§ **What the exercise asks**:
All of the data is to be set down again without alteration.

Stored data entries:

BEGIN

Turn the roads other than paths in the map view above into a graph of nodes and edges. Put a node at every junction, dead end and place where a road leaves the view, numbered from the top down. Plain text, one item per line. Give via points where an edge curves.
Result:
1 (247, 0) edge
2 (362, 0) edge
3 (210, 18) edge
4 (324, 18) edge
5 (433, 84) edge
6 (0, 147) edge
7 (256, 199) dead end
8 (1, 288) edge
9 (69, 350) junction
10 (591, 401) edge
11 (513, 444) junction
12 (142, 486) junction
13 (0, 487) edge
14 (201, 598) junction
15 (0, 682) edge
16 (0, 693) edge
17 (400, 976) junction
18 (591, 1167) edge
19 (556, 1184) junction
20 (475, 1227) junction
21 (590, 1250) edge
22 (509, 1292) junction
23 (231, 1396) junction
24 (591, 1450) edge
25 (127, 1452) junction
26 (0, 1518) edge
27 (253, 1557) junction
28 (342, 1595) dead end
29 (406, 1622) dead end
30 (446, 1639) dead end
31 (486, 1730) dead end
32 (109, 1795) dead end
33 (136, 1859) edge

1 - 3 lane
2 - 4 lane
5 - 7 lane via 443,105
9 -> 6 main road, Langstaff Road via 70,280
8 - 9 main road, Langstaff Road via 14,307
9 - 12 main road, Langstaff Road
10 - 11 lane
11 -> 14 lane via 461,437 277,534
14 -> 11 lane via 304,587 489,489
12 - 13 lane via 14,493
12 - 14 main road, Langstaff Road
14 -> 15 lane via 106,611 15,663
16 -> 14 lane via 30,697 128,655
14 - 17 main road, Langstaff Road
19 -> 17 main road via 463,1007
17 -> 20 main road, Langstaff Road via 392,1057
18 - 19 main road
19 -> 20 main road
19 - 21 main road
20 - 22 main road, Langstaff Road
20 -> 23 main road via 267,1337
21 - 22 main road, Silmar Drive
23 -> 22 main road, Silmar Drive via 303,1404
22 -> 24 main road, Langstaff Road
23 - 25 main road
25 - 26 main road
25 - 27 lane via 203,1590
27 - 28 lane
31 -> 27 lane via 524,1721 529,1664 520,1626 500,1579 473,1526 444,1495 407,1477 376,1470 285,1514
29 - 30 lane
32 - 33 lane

END

§ **Task response**:
Turn the roads other than paths in the map view above into a graph of nodes and edges. Put a node at every junction, dead end and place where a road leaves the view, numbered from the top down. Plain text, one item per line. Give via points where an edge curves.
Result:
1 (247, 0) edge
2 (362, 0) edge
3 (210, 18) edge
4 (324, 18) edge
5 (433, 84) edge
6 (0, 147) edge
7 (256, 199) dead end
8 (1, 288) edge
9 (69, 350) junction
10 (591, 401) edge
11 (513, 444) junction
12 (142, 486) junction
13 (0, 487) edge
14 (201, 598) junction
15 (0, 682) edge
16 (0, 693) edge
17 (400, 976) junction
18 (591, 1167) edge
19 (556, 1184) junction
20 (475, 1227) junction
21 (590, 1250) edge
22 (509, 1292) junction
23 (231, 1396) junction
24 (591, 1450) edge
25 (127, 1452) junction
26 (0, 1518) edge
27 (253, 1557) junction
28 (342, 1595) dead end
29 (406, 1622) dead end
30 (446, 1639) dead end
31 (486, 1730) dead end
32 (109, 1795) dead end
33 (136, 1859) edge

1 - 3 lane
2 - 4 lane
5 - 7 lane via 443,105
9 -> 6 main road, Langstaff Road via 70,280
8 - 9 main road, Langstaff Road via 14,307
9 - 12 main road, Langstaff Road
10 - 11 lane
11 -> 14 lane via 461,437 277,534
14 -> 11 lane via 304,587 489,489
12 - 13 lane via 14,493
12 - 14 main road, Langstaff Road
14 -> 15 lane via 106,611 15,663
16 -> 14 lane via 30,697 128,655
14 - 17 main road, Langstaff Road
19 -> 17 main road via 463,1007
17 -> 20 main road, Langstaff Road via 392,1057
18 - 19 main road
19 -> 20 main road
19 - 21 main road
20 - 22 main road, Langstaff Road
20 -> 23 main road via 267,1337
21 - 22 main road, Silmar Drive
23 -> 22 main road, Silmar Drive via 303,1404
22 -> 24 main road, Langstaff Road
23 - 25 main road
25 - 26 main road
25 - 27 lane via 203,1590
27 - 28 lane
31 -> 27 lane via 524,1721 529,1664 520,1626 500,1579 473,1526 444,1495 407,1477 376,1470 285,1514
29 - 30 lane
32 - 33 lane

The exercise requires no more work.